**YOUR TASK:**
Copy each line of the entries beneath that contains the word "pinky".

(Pictured people or hands with joints)
•••

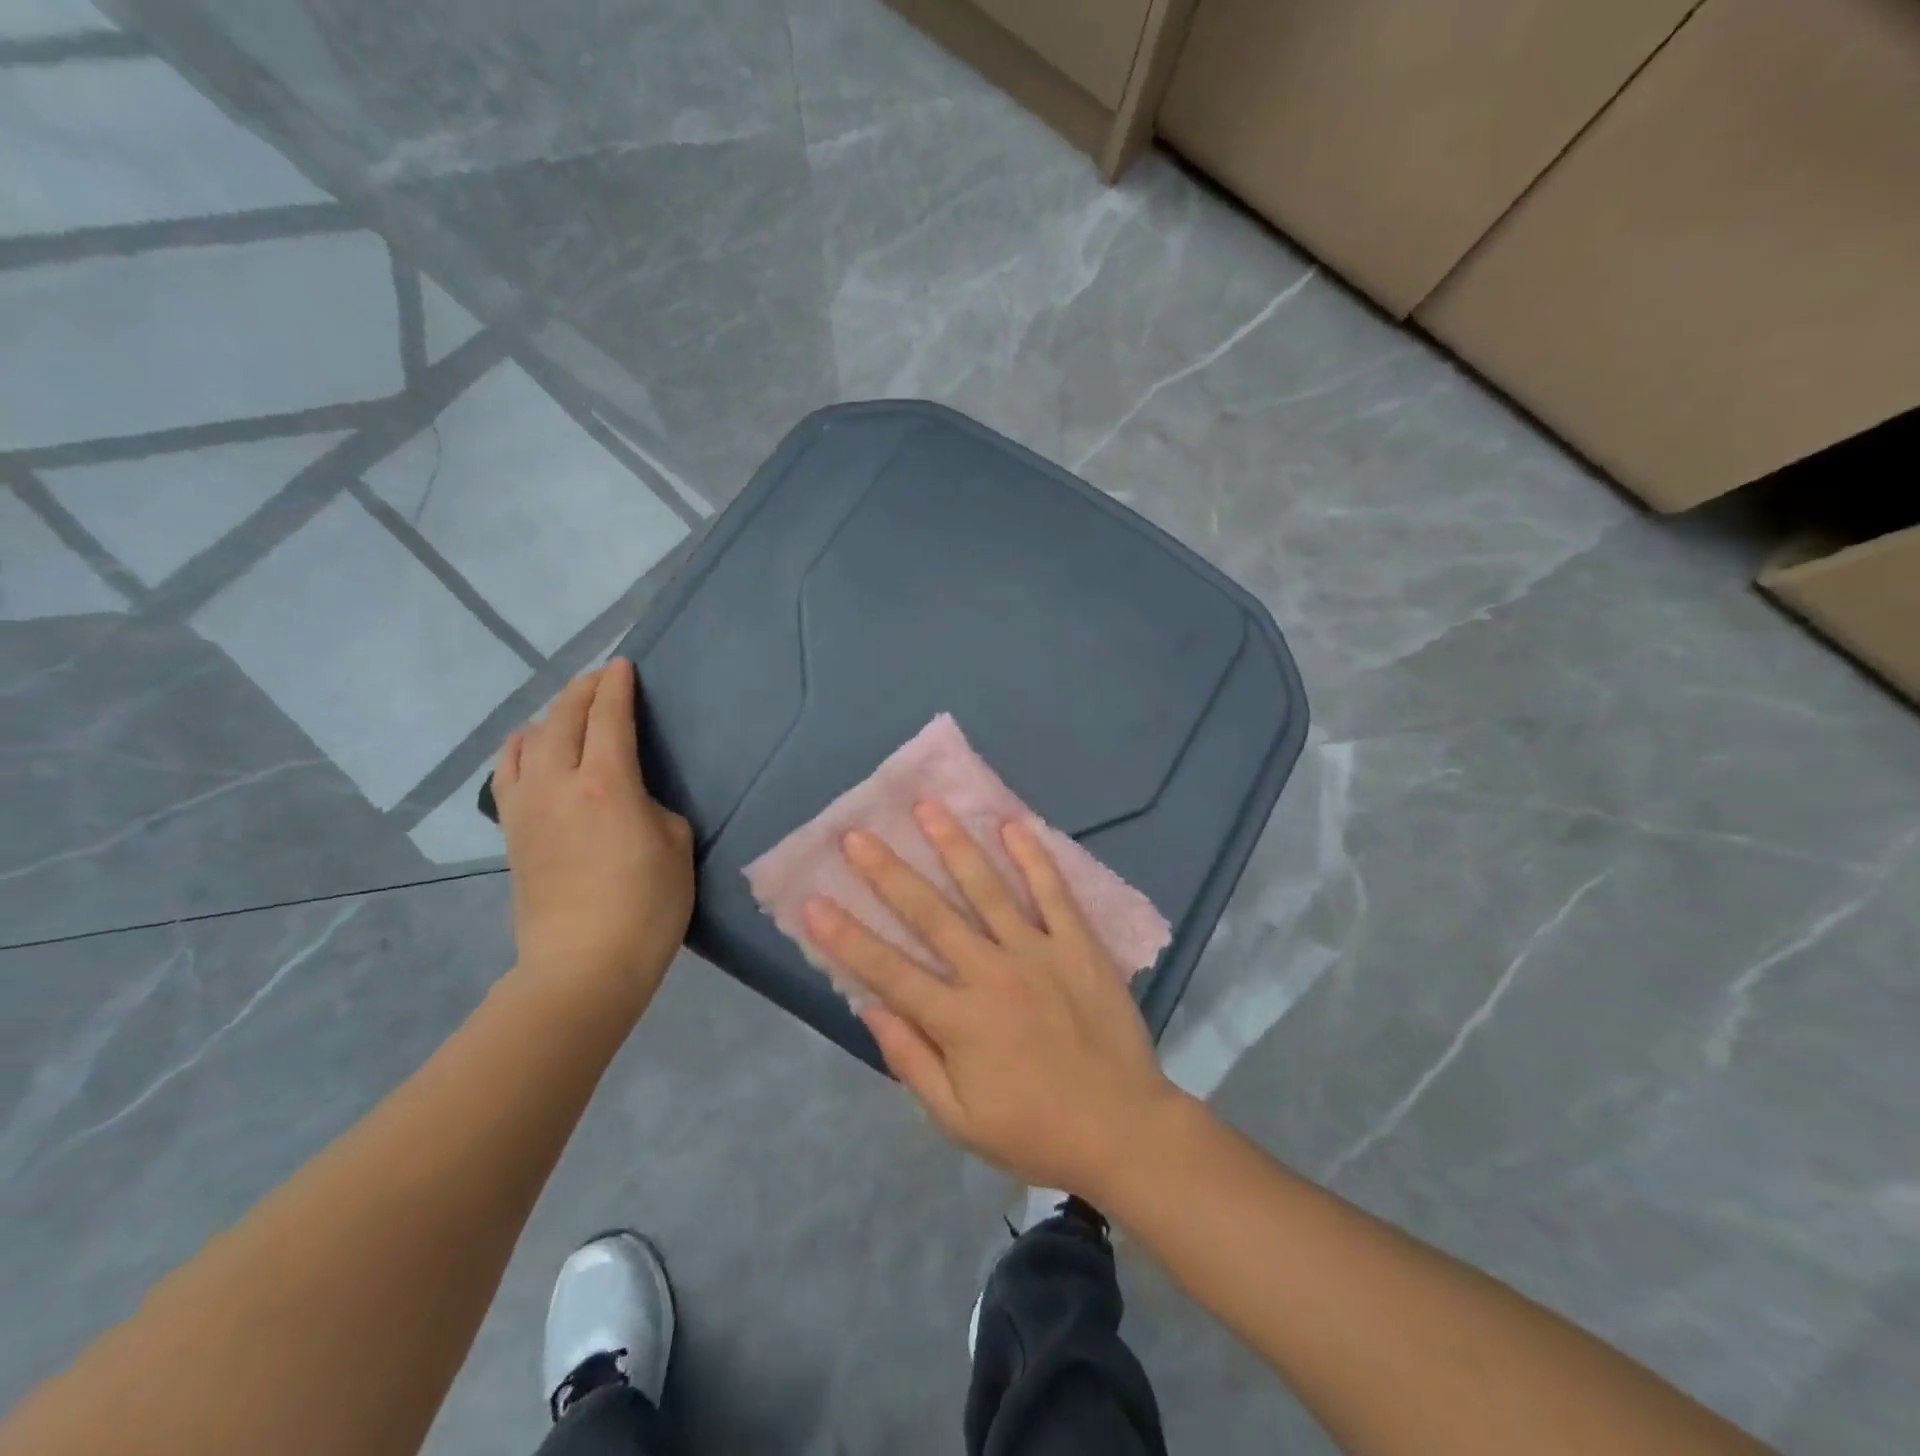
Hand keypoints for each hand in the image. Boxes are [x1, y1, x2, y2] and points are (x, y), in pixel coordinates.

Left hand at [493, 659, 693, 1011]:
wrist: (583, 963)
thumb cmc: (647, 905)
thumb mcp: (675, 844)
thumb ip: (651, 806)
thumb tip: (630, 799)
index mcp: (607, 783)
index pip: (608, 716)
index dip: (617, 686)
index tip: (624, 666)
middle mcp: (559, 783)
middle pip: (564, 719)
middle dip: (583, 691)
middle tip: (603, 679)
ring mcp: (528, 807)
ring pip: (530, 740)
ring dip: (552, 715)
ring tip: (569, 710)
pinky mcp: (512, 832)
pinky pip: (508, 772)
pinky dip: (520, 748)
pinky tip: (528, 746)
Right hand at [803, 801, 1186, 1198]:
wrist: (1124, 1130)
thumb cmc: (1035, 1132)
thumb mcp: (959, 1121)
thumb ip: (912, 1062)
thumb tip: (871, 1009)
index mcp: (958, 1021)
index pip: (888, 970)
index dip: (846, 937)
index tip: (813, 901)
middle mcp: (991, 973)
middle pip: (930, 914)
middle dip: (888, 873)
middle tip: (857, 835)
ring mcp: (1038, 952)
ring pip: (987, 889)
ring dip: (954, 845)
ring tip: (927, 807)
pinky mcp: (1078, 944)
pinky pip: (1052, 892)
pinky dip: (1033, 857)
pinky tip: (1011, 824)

•••

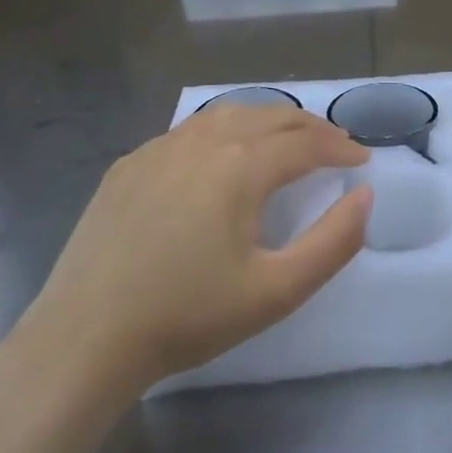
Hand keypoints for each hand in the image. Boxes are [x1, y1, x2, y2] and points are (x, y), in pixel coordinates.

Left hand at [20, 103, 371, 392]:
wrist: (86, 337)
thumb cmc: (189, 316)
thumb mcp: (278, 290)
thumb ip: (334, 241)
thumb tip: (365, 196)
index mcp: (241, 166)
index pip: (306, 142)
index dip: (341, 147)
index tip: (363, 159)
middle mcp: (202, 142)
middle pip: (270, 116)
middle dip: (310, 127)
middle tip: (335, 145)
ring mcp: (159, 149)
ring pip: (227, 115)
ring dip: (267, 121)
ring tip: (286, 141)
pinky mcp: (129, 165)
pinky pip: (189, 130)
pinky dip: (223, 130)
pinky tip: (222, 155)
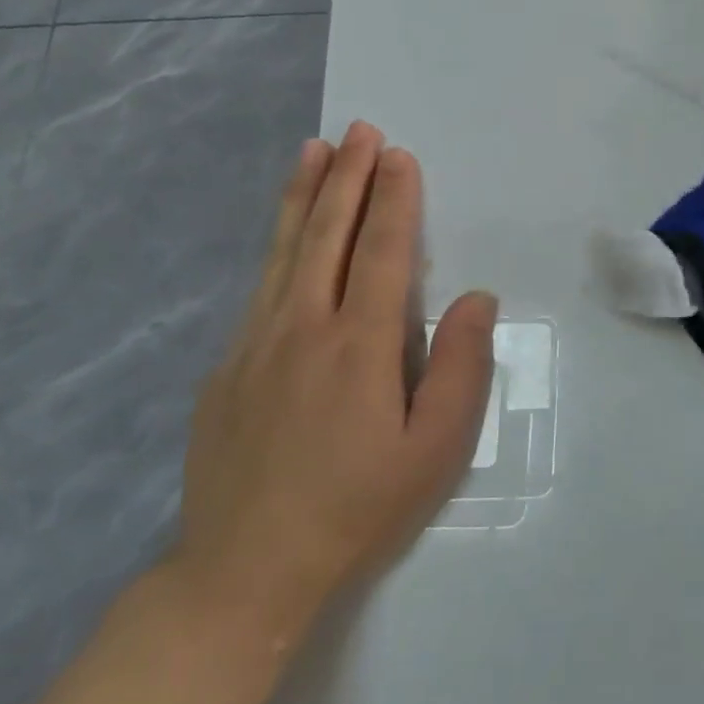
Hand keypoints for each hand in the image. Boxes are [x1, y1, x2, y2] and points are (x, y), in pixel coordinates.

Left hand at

•••

**ANSWER FOR THIS EXERCISE:**
pinky mcp: (512, 832)
pinky pip: (508, 772)
pinky dip: (520, 748)
pinky tip: (528, 746)
pinky mcp: (1078, 944)
pinky pip: (1052, 892)
pinky dip: (1033, 857)
pinky tip: (1011, 824)
pinky mcp: (129, 165)
pinky pip: (189, 130)
pinky dip: (223, 130)
pinky tip: (222, 155)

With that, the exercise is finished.